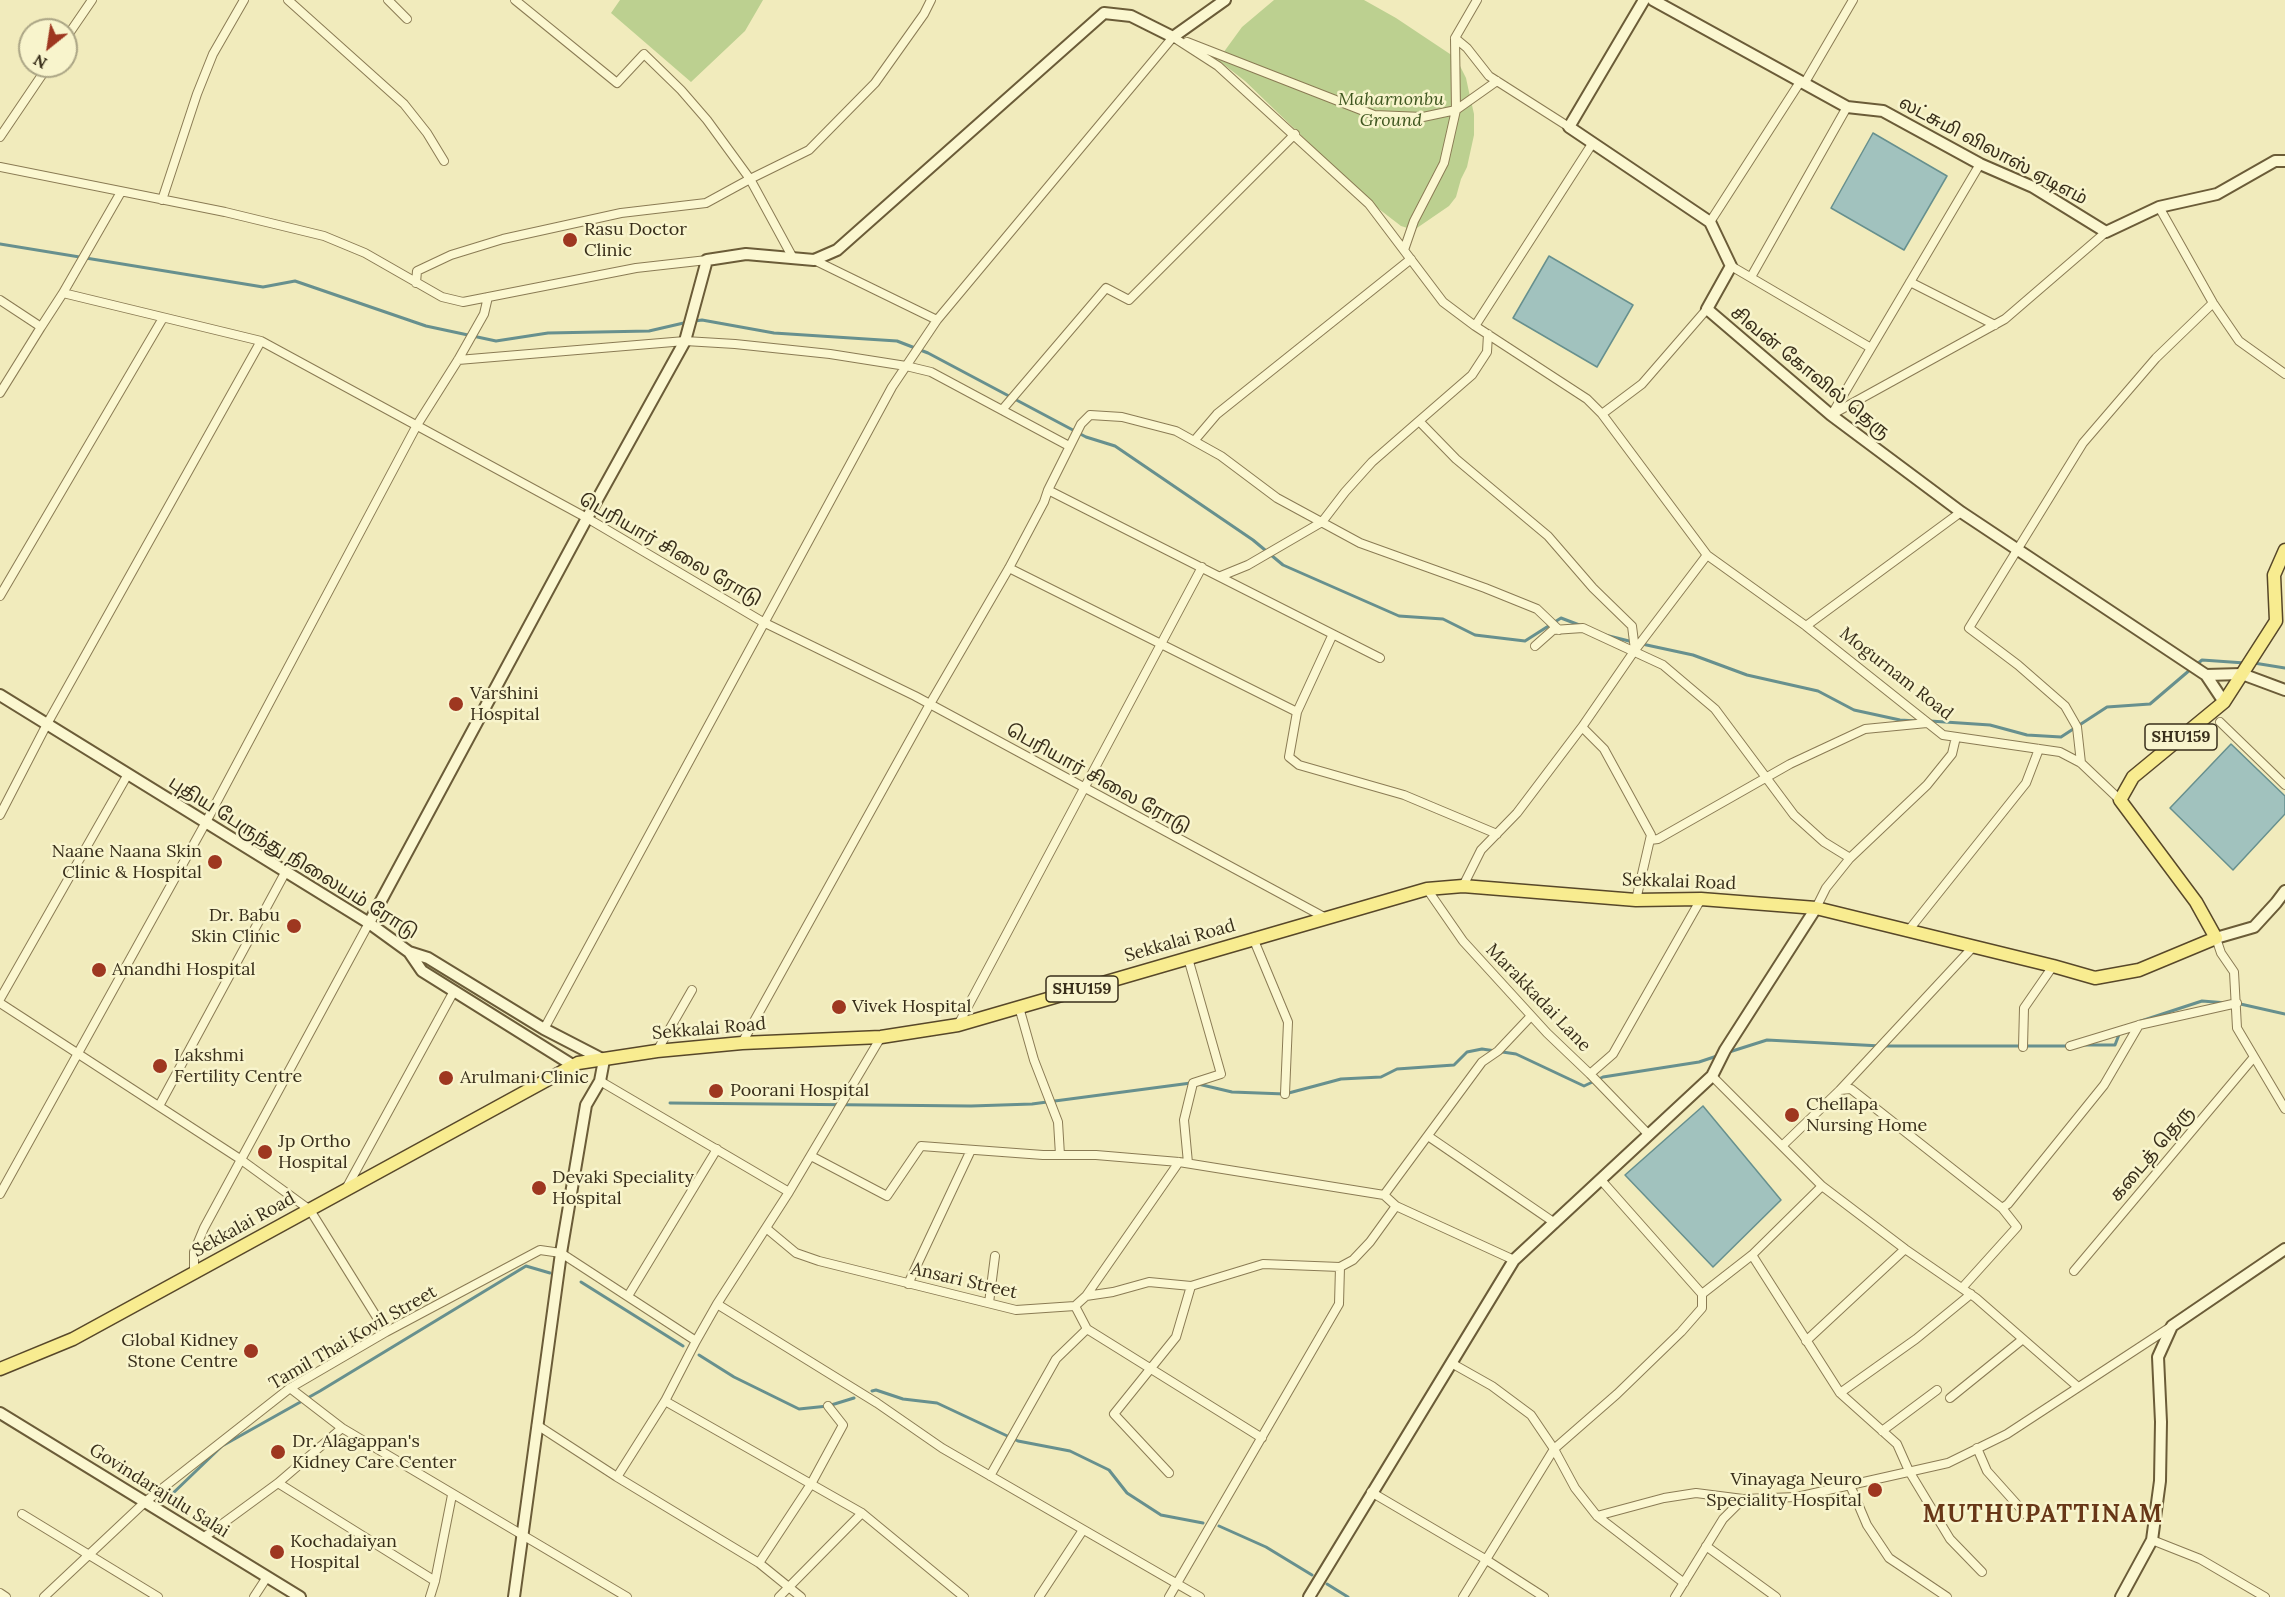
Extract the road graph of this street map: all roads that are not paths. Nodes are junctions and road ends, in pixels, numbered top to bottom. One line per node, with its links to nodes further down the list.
1 (92, 0): 13 (street)
2 (244, 0): 31 (street)
3 (288, 0): 25 (street)
4 (388, 0): 12 (street)
5 (515, 0): 29 (street)
6 (931, 0): 29 (street)
7 (1226, 0): 14 (street)
8 (1476, 0): 15 (street)
9 (1644, 0): 21 (street)
10 (1653, 0): 18 (street)
11 (1853, 0): 18 (street)
12 (408, 19)
13 (78, 20)
14 (1173, 38): 20 (street); 22 (street, Mogurnam Road); 39 (street); 50 (street)
15 (1455, 38): 17 (street); 20 (street)
16 (40, 78): 23 (street)
17 (1497, 81): 20 (street); 21 (street)
18 (1802, 83): 19 (street); 33 (street)
19 (1847, 107): 27 (street, லட்சுமி விலாஸ் ஏடிஎம்); 41 (street)
20 (1456, 110): 35 (street)
21 (1569, 127): 24 (street)
22 (1295, 134): 35 (street, Mogurnam Road); 62 (street)
23 (0, 137)
24 (1592, 144): 33 (street); 52 (street)
25 (444, 161)
26 (2285, 161): 32 (street)
27 (1980, 164): 34 (street, லட்சுமி விலாஸ் ஏடிஎம்); 42 (street)
28 (0, 167): 30 (street)
29 (750, 179): 36 (street); 43 (street)
30 (121, 192): 31 (street); 44 (street)
31 (162, 200): 43 (street)
32 (2159, 207): 34 (street); 47 (street)
33 (1710, 222): 40 (street)
34 (2106, 232): 51 (street)
35 (1404, 250): 37 (street, Mogurnam Road)
36 (793, 258): 38 (street); 39 (street)
37 (1411, 259): 52 (street, Mogurnam Road); 67 (street)
38 (707, 260): 45 (street); 56 (street)
39 (814, 260): 50 (street)
40 (1731, 266): 41 (street); 48 (street, சிவன் கோவில் தெரு)
41 (1751, 277): 57 (street)
42 (1910, 282): 51 (street); 57 (street)
43 (416, 284): 45 (street)
44 (63, 293): 49 (street, பெரியார் சிலை ரோடு); 53 (street)
45 (488, 297): 58 (street)
46 (0, 300): 53 (street)
47 (2213, 303): 60 (street); 73 (street)
48 (1707, 309): 63 (street); 64 (street, சிவன் கோவில் தெரு)
49 (163, 318): 55 (street, பெரியார் சிலை ரோடு); 79 (street)
50 (938, 320): 59 (street)
51 (1995, 325): 64 (street)
52 (1475, 326): 54 (street, Mogurnam Road)
53 (41, 327): 61 (street)
54 (1488, 334): 63 (street, Mogurnam Road); 65 (street)
55 (261, 341): 66 (street, பெரியார் சிலை ரோடு); 97 (street)
56 (685, 342): 58 (street); 59 (street); 71 (street)
57 (1871, 348): 64 (street)
58 (458, 360): 66 (street)
59 (906, 366): 62 (street); 80 (street)
60 (2285, 374)
61 (0, 393)
62 (1002, 410): 68 (street)
63 (1602, 414): 75 (street, Mogurnam Road)
64 (1831, 415): 70 (street, சிவன் கோவில் தெரு)
65 (1419, 421): 72 (street); 86 (street)
66 (417, 425): 71 (street, பெரியார் சிலை ரோடு); 108 (street)
67 (1194, 441): 68 (street); 72 (street)
68 (1070, 445): 69 (street)
69 (1048, 490): 76 (street); 77 (street)
70 (1961, 512): 73 (street, சிவன் கோவில் தெரு); 81 (street)
71 (587, 518): 80 (street, பெரியார் சிலை ரோடு); 120 (street)
72 (1322, 522): 78 (street); 82 (street)
73 (2016, 549): 89 (street, சிவன் கோவில் தெரு); 101 (street)
74 (2285, 550): 88 (main road, SHU159)
75 (1707, 555): 81 (street, Mogurnam Road); 86 (street)
76 (1202, 567): 78 (street); 84 (street)
77 (1008, 568): 84 (street); 93 (street)
78 (1221, 576): 83 (street)
79 (0, 596)
80 (763, 622): 93 (street, பெரியார் சிலை ரோடு); 136 (street)
81 (1806, 626): 96 (street, Mogurnam Road)
82 (1559, 630): 85 (street); 86 (street)
83 (1332, 636): 87 (street); 94 (street)
84 (1161, 643): 94 (street); 105 (street)
85 (1535, 646)
86 (1635, 650): 98 (street); 103 (street)
87 (1380, 658)
88 (2242, 674): 89 (street); 90 (street); 92 (main road, SHU159)
89 (2206, 675): 92 (street)
90 (2285, 690)
91 (0, 695): 97 (street, புதிய பேருந்து நிலையம் ரோடு)
92 (2224, 702): 106 (main road, SHU159)
93 (930, 704): 105 (street, பெரியார் சிலை ரோடு); 138 (street)
94 (1297, 712): 109 (street)
95 (2220, 722): 104 (street)
96 (1927, 723): 99 (street, Mogurnam Road); 103 (street)
97 (47, 724): 102 (street, புதிய பேருந்து நிலையம் ரோடு); 107 (street)
98 (1582, 727): 109 (street); 110 (street)
99 (1956, 737): 100 (street, Mogurnam Road); 111 (street)
100 (2039, 748): 101 (street, Mogurnam Road); 121 (street)
101 (2081, 763): 106 (street, Mogurnam Road)
102 (128, 774): 108 (street, புதிய பேருந்து நிலையம் ரோடு); 130 (street)
103 (1767, 778): 110 (street); 111 (street)
104 (2285, 785)
105 (1085, 789): 119 (street, பெரியார் சிலை ரோடு); 134 (street)
106 (2120, 800): 123 (main road, Mogurnam Road)
107 (0, 815)
108 (206, 822): 112 (street, புதிய பேருந்து நிலையம் ரோடு); 142 (street)
109 (1497, 834): 113 (street)
110 (1650, 840): 117 (street)
111 (1850, 858): 118 (street)
112 (285, 871): 120 (street, புதிய பேருந்து நிலையம் ரோடு); 151 (street)
113 (1463, 886): 114 (main road, Sekkalai Road / SHU159); 117 (main road, Sekkalai Road / SHU159)
114 (1427, 889): 119 (main road, Sekkalai Road / SHU159); 133 (street, Marakkadai Lane)
115 (2285, 891): 123 (street)
116 (1701, 899): 117 (main road, Sekkalai Road / SHU159); 118 (main road, Sekkalai Road / SHU159); 146 (street, Marakkadai Lane)
117 (1636, 900)
118 (1816, 908): 121 (main road, Sekkalai Road / SHU159); 147 (street)
119 (1324, 917): 122 (main road, Sekkalai Road / SHU159)
120 (369, 923): 125 (street, புதிய பேருந்து நிலையம் ரோடு); 160 (street)
121 (1908, 931): 124 (main road, Sekkalai Road / SHU159)
122 (1253, 938): 126 (main road, Sekkalai Road / SHU159); 150 (street)
123 (2216, 938): 127 (main road, Sekkalai Road / SHU159); 131 (street)
124 (1973, 946): 127 (main road, Sekkalai Road / SHU159); 149 (street)
125 (409, 952): 129 (street); 136 (street, புதிய பேருந்து நிலையம் ரோடு)
126 (1188, 958): 132 (main road, Sekkalai Road / SHU159); 162 (street)
127 (2053, 966): 140 (street)
128 (692, 990): 141 (street)
129 (454, 991): 145 (street); 165 (street)
130 (0, 1001): 142 (street)
131 (2237, 1003): 135 (street); 143 (street)
132 (1019, 1007): 134 (main road, Sekkalai Road / SHU159); 158 (street)
133 (1532, 1016): 146 (street, Marakkadai Lane); 154 (street)
134 (958, 1025): 137 (main road, Sekkalai Road / SHU159)
135 (2139, 1025): 139 (street); 170 (street)
136 (544, 1029): 144 (street, புதிய பேருந்து நிலையம் ரோடு)
137 (881, 1037): 138 (main road, Sekkalai Road / SHU159); 159 (street)
138 (742, 1043): 141 (main road, Sekkalai Road / SHU159)
139 (2070, 1046)
140 (2023, 1047)
141 (657, 1051): 144 (main road, Sekkalai Road / SHU159)
142 (78, 1052): 151 (street); 167 (street)
143 (2254, 1057): 152 (street); 181 (street, கடைத் தெரு)
144 (604, 1060): 145 (main road, Sekkalai Road / SHU159); 148 (street)
145 (574, 1066): 165 (main road, Sekkalai Road / SHU159)
146 (1590, 1074): 153 (street)
147 (1712, 1076): 153 (street); 155 (street)
148 (600, 1081): 156 (street); 176 (street)
149 (1840, 1090): 155 (street); 170 (street)
150 (1285, 1094)
151 (159, 1106): 160 (street)
152 (2285, 1109)
153 (1649, 1135): 163 (street)
154 (1428, 1136): 168 (street); 172 (street)
155 (1782, 1146): 164 (street)
156 (717, 1149): 166 (street); 188 (street)
157 (971, 1150): 158 (street); 159 (street); 183 (street)
158 (1060, 1155): 161 (street)
159 (811, 1156): 166 (street)
160 (240, 1159): 171 (street); 182 (street)
161 (1179, 1162): 162 (street); 189 (street)
162 (1188, 1163): 168 (street)
163 (1601, 1180): 172 (street); 186 (street)
164 (1822, 1186): 174 (street); 177 (street)
165 (345, 1191): 171 (main road, Sekkalai Road / SHU159)
166 (789, 1192): 173 (street)
167 (0, 1194)
168 (1384, 1196): 169 (street)
169 (1396, 1206): 179 (street); 180 (street)
170 (2002, 1208): 185 (street)
171 (310, 1210): 182 (main road, Sekkalai Road / SHU159); 195 (street)
172 (1555, 1223): 179 (street)
173 (766, 1228): 183 (street, Ansari Street); 191 (street)
174 (1905, 1249): 185 (street); 198 (street)
175 (2285, 1249): 193 (street)
176 (561, 1253): 188 (street); 195 (street, Tamil Thai Kovil Street); 210 (street)
177 (1752, 1255): 186 (street); 198 (street)
178 (995, 1256): 190 (street)
179 (1514, 1260): 199 (street)
180 (1340, 1267): 184 (street); 213 (street)
181 (2074, 1271)
182 (194, 1273): 201 (main road, Sekkalai Road / SHU159)
183 (908, 1284): 190 (street, Ansari Street)
184 (1191, 1286): 189 (street); 200 (street)
185 (1962, 1288): 187 (street)
186 (1702, 1294): 215 (street)
187 (1971, 1294): 196 (street); 205 (street)
188 (628, 1296): 197 (street)
189 (1086, 1296): 192 (street)
190 (989, 1303): 192 (street, Ansari Street)
191 (717, 1304): 197 (street); 218 (street)
192 (1076, 1306): 194 (street)
193 (2172, 1326): 202 (street); 234 (street)
194 (1087, 1329): 200 (street); 218 (street)
195 (386, 1332): 203 (street, Tamil Thai Kovil Street)
196 (2023, 1339): 202 (street); 206 (street)
197 (696, 1341): 207 (street)
198 (1806, 1341): 205 (street)
199 (1453, 1364): 215 (street); 223 (street)
200 (1149, 1367): 213 (street); 217 (street)
201 (0, 1369)
202 (2078, 1387): 214 (street)
203 (290, 1388): 211 (street); 226 (street, Tamil Thai Kovil Street)
204 (1937, 1390): 212 (street)
205 (1840, 1393): 212 (street)
206 (1950, 1398)
207 (664, 1401): 219 (street); 221 (street)
208 (828, 1406): 221 (street)
209 (0, 1413): 226 (street, Govindarajulu Salai)
210 (537, 1425): 219 (street); 232 (street)
211 (342, 1428): 220 (street); 224 (street)
212 (1882, 1431): 216 (street)
213 (1261, 1438): 243 (street)
214 (1977, 1448): 216 (street); 230 (street)
215 (1554, 1449): 229 (street); 237 (street)
216 (1909, 1471): 222 (street); 239 (street)
217 (1169, 1473)
218 (990, 1476): 231 (street)
219 (617, 1477): 238 (street)
220 (278, 1483): 233 (street); 241 (street)
221 (811, 1484): 227 (street); 238 (street)
222 (1850, 1485): 225 (street); 266 (street)
223 (1371, 1492): 237 (street); 261 (street)
224 (452, 1495): 232 (street); 241 (street)
225 (1743, 1499): 229 (street); 235 (street)
226 (145, 1502): 233 (street, Govindarajulu Salai); 236 (street, Tamil Thai Kovil Street)
227 (862, 1513): 244 (street); 257 (street)
228 (22, 1514): 236 (street)
229 (1597, 1516): 242 (street)
230 (2030, 1519)
231 (1083, 1530): 243 (street); 258 (street)
232 (522, 1535): 253 (street); 254 (street)
233 (203, 1538): 240 (street, Govindarajulu Salai)
234 (2152, 1540): 246 (street); 267 (street)
235 (1706, 1546): 242 (street); 265 (street)
236 (88, 1554): 248 (street, Tamil Thai Kovil Street); 249 (street)
237 (1485, 1559): 262 (street); 263 (street)
238 (759, 1563): 244 (street)
239 (1982, 1572)
240 (267, 1577): 250 (street); 251 (street, Govindarajulu Salai)
241 (435, 1581): 252 (street)
242 (1684, 1583): 264 (street)
243 (1177, 1584): 259 (street); 260 (street)
244 (788, 1587): 255 (street); 256 (street)
245 (0, 1593): 247 (street)
246 (2124, 1596)
247 (6, 1597)
248 (44, 1597)
249 (159, 1597)
250 (254, 1597)
251 (300, 1597)
252 (430, 1597)
253 (514, 1597)
254 (627, 1597)
255 (779, 1597)
256 (801, 1597)
257 (964, 1597)
258 (1040, 1597)
259 (1169, 1597)
260 (1200, 1597)
261 (1309, 1597)
262 (1463, 1597)
263 (1544, 1597)
264 (1675, 1597)
265 (1776, 1597)
266 (1947, 1597)
267 (2265, 1597)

------------------------------------

Across the entries above, how many lines include the word "Lane"? Give only the number.

• _Written answer_
3